Flat documents without any nesting are mapped 1-to-1 to underlying index fields. For example:

{
  "_id": 1,
  "title": "socks",
  "price": 10.5
}

will match the following index mapping:

schema:
  my-index:
    fields:
      - title:
          type: text
      - price:
          type: float

Repeated fields

Compared to Elasticsearch/Solr, Nixiesearch has a distinction between repeated and singular fields:

  • based on a field type, more specific and optimized data structures can be used.
  • when returning a stored field, a JSON response field types can follow the index mapping. In other words, not all returned fields are arrays (like in Elasticsearch), and only the ones being defined as repeated.

As for version 0.6.0 Nixiesearch only supports repeated textual fields.

For example, the following document:

{"_id": 1, "tags": ["a", "b", "c"]}

should match the following index mapping:

schema:
  my-index:
    fields:
      - tags:
          type: text[]

Nested documents

Nixiesearch maps your documents into an underlying Lucene document representation, which is internally just a flat list of fields. To handle nesting, all the rich document structure is flattened.

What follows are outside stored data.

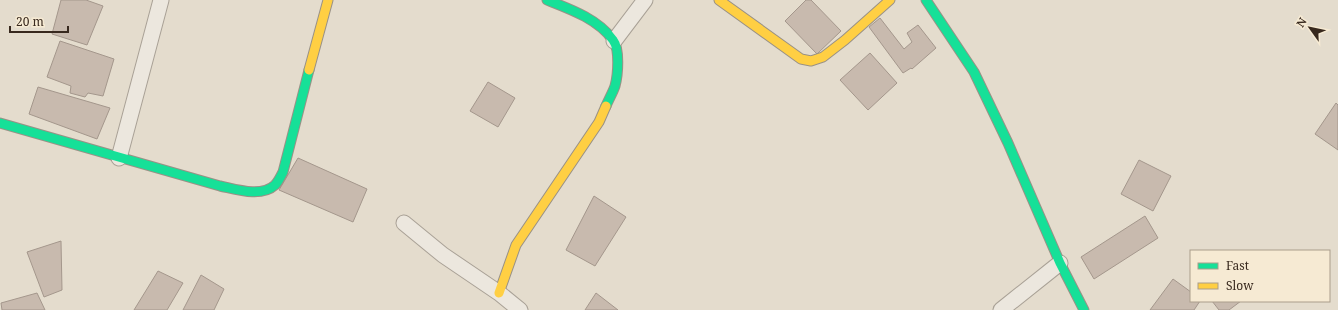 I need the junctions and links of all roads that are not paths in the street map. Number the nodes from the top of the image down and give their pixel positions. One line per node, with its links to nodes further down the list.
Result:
1 (161, 0): 10 (street)
2 (328, 0): 10 (street)
3 (547, 0): 8 (street)
4 (645, 0): 8 (street)
5 (719, 0): 6 (street)
6 (890, 0)
7 (926, 0): 12 (street)
8 (614, 41): 13 (street)
9 (0, 123): 10 (street)
10 (119, 158)
11 (404, 223): 13 (street)
12 (1060, 263): 15 (street); 16 (street)
13 (499, 293): 14 (street)
14 (520, 310)
15 (1001, 310)
16 (1084, 310)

A non-repeated nested document like this:

{
  "_id": 1,
  "meta": {
    "asin": "AAA123"
  }
}

will be flattened into a dot-separated field in the mapping:

schema:
  my-index:
    fields:
      - meta.asin:
          type: text

When indexing documents, nested JSON objects are automatically flattened using dot notation. Both flat and nested formats work with the same mapping:

// Flat format
{"_id": 1, "meta.asin": "AAA123"}

// Nested format (automatically flattened)
{"_id": 1, "meta": {"asin": "AAA123"}}

Repeated documents are also flattened in a similar way, but with a notable exception of transforming all internal singular fields into repeated ones:

{
  "_id": 1,
  "tracks": [
    {"name": "yellow submarine"},
    {"name": "smells like teen spirit"}
  ]
}

will flatten itself into a collection of repeated fields:

schema:
  my-index:
    fields:
      - tracks.name:
          type: text[]

Pre-embedded text fields

By default, for text fields Nixiesearch expects a JSON string (or array of strings for text[]) as a document field type, and handles the embedding process internally. Consider the following index schema:

inference:
  embedding:
    my-model:
      model: intfloat/e5-small-v2
schema:
  my-index:
    fields:
      title:
        type: text
        search:
          semantic:
            model: my-model
      tags:
        type: text[]
        search:
          semantic:
            model: my-model

For a JSON document with server-side inference:

{
  "title": "cookies",
  "tags": ["scala", "functional", "programming"]
}

Nixiesearch will run embedding inference for the model intfloat/e5-small-v2. When you already have text embeddings for documents, you can skip the inference process by providing field text and embedding at the same time:

text fields

{"title": {"text": "cookies", "embedding": [0.1, 0.2, 0.3, ...]}}

text[] fields

For text[] fields, you can provide embeddings in multiple formats:

1:1 text-to-embedding mapping:

{
  "tags": {
    "text": ["scala", "functional", "programming"],
    "embedding": [
      [0.1, 0.2, 0.3, ...],  // embedding for "scala"
      [0.4, 0.5, 0.6, ...],  // embedding for "functional"
      [0.7, 0.8, 0.9, ...]   // embedding for "programming"
    ]
  }
}

Multiple embeddings for a single text:

A single text value can have multiple embeddings. This is useful for multi-perspective embeddings or chunk-based approaches:

{
  "description": {
    "text": ["product overview"],
    "embedding": [
      [0.1, 0.2, 0.3, ...],  // embedding perspective 1
      [0.4, 0.5, 0.6, ...],  // embedding perspective 2
      [0.7, 0.8, 0.9, ...]   // embedding perspective 3
    ]
  }
}

Summary of ingestion formats:

  • JSON string (for text) or JSON array (for text[]): when embedding inference is handled by the server
  • JSON obj with text and embedding fields: when embedding inference is skipped
  • For text: embedding is a single array of floats
  • For text[]: embedding is an array of arrays with the following constraints:
    • 1:1 mapping: number of embeddings equals number of text values
    • 1:N mapping: a single text value with N embeddings (useful for multi-perspective or chunk-based representations)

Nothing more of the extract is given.